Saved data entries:
☆ ☆ ☆ ☆ ☆ ☆ ☆
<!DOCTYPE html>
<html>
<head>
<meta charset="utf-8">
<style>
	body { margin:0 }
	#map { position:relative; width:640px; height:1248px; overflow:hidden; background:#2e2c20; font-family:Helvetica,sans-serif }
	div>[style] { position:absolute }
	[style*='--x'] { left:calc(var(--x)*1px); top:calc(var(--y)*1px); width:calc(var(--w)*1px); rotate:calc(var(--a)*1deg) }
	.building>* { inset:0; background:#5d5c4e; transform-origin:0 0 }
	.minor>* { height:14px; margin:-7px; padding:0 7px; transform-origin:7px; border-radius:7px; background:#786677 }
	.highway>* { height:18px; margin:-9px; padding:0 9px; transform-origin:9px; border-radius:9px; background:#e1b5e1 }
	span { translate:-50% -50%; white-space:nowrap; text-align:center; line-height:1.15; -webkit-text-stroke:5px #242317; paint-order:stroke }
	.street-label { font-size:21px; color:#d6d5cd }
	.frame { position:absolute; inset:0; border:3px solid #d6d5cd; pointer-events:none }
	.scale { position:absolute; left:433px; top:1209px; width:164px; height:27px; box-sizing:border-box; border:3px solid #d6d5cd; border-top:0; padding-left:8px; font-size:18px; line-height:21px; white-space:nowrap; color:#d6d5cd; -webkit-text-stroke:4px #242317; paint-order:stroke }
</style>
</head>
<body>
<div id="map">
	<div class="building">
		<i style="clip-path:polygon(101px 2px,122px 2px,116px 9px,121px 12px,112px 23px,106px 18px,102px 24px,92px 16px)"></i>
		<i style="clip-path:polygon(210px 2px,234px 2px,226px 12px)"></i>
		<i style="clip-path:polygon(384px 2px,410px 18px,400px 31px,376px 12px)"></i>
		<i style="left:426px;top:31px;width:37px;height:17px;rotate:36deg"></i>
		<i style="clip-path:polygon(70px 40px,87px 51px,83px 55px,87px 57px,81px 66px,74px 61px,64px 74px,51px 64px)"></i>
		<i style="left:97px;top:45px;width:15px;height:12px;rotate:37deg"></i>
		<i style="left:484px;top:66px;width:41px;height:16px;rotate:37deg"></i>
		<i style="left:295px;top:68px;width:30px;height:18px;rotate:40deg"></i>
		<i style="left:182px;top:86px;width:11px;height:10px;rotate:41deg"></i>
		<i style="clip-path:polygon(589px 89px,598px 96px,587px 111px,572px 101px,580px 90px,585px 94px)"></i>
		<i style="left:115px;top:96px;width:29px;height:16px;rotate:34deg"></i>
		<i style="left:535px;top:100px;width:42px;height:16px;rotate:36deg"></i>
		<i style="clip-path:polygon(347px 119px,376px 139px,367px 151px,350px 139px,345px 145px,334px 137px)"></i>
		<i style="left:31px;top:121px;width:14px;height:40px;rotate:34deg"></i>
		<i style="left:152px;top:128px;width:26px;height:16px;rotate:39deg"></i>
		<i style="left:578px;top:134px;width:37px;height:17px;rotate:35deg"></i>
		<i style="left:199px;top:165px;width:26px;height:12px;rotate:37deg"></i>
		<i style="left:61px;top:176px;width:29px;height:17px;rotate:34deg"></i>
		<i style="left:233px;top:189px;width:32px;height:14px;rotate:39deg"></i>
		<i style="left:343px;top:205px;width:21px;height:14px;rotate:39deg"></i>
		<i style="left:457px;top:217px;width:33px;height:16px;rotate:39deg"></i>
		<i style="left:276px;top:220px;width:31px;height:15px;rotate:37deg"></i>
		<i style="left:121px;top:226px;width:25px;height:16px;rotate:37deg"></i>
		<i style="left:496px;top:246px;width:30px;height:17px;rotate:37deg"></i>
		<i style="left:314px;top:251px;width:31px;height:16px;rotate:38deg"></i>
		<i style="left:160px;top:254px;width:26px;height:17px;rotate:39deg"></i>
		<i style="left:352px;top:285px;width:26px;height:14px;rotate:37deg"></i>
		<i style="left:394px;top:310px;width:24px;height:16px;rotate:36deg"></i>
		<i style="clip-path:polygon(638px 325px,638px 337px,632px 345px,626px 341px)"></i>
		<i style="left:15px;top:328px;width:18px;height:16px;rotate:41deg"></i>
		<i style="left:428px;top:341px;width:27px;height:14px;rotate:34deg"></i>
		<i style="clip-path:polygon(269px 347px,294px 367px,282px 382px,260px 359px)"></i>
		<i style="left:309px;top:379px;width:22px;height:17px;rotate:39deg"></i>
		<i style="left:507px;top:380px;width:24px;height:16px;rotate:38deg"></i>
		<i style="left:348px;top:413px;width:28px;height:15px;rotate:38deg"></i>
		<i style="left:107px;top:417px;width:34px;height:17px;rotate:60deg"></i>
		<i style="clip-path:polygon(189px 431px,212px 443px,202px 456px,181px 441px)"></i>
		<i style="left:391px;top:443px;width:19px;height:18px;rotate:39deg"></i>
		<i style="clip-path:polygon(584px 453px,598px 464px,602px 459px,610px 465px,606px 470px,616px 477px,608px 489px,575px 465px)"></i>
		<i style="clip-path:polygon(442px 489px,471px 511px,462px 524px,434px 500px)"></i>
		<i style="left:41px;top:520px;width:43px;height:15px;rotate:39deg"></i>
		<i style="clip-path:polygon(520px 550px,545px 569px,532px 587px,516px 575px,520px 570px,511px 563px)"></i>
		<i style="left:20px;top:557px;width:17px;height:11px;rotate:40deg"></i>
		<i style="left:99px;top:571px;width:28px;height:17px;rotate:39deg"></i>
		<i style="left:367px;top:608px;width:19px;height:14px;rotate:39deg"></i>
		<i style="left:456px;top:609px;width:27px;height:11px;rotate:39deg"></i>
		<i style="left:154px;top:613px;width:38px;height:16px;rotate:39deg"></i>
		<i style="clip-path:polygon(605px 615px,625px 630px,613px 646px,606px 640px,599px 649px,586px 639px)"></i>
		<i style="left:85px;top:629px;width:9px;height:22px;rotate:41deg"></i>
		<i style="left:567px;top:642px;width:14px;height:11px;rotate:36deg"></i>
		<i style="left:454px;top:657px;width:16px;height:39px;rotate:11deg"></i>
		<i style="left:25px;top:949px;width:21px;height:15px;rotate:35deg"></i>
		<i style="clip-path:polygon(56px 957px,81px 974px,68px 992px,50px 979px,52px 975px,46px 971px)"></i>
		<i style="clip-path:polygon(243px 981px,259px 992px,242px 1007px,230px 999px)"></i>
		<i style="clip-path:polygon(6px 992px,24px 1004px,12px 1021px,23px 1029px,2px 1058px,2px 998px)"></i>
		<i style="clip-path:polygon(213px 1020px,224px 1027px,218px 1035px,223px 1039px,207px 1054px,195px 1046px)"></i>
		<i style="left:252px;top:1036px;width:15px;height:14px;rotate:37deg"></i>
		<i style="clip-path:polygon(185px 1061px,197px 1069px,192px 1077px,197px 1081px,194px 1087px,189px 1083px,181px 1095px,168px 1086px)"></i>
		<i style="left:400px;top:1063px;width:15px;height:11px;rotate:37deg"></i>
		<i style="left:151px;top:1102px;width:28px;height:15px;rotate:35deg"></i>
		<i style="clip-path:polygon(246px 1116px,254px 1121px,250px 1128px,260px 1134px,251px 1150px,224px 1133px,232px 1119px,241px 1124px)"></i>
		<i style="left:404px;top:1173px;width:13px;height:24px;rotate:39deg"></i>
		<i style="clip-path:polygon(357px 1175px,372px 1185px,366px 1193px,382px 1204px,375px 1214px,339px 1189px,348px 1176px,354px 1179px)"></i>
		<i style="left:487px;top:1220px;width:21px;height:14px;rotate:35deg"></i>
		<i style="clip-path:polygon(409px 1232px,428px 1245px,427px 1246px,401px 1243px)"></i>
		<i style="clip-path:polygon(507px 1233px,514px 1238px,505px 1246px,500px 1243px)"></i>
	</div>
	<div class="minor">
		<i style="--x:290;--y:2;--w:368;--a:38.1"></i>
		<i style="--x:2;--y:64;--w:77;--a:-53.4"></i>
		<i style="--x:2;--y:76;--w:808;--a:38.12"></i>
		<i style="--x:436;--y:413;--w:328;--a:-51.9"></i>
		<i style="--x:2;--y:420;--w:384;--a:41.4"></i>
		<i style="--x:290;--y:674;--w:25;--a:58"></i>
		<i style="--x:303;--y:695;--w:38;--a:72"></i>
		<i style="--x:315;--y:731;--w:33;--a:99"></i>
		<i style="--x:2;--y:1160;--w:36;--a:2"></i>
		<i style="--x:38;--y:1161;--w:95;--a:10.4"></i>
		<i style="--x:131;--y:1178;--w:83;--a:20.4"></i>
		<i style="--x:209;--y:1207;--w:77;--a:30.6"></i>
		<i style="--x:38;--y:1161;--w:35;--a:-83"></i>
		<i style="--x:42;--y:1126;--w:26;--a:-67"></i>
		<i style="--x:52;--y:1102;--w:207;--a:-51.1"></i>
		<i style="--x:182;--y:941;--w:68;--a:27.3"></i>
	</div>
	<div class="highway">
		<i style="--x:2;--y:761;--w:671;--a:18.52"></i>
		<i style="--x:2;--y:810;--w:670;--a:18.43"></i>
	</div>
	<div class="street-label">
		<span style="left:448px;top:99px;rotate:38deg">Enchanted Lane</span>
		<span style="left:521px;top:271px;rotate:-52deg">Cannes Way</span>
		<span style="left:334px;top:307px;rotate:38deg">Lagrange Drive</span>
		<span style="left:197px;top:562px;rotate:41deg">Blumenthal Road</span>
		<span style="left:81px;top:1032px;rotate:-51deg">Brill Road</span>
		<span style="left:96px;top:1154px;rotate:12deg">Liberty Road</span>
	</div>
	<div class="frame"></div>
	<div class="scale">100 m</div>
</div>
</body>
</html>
☆ ☆ ☆ ☆ ☆ ☆ ☆
#### Instructions to follow:
Nothing but the lines from the beginning of the records through the line with "height:18px; margin:-9px; padding:0" should appear, each printed exactly.

#### Solved exercise:
<!DOCTYPE html>
<html>
<head>
<meta charset="utf-8">
<style>
	body { margin:0 }
	#map { position:relative; width:640px; height:1248px; overflow:hidden; background:#2e2c20; font-family:Helvetica,sans-serif }
	div>[style] { position:absolute }
	[style*='--x'] { left:calc(var(--x)*1px); top:calc(var(--y)*1px); width:calc(var(--w)*1px); rotate:calc(var(--a)*1deg) }
	.building>* { inset:0; background:#5d5c4e; transform-origin:0 0 }
	.minor>* { height:14px; margin:-7px; padding:0 7px; transform-origin:7px; border-radius:7px; background:#786677 }
	.highway>* { height:18px; margin:-9px; padding:0 9px; transform-origin:9px; border-radius:9px; background:#e1b5e1 }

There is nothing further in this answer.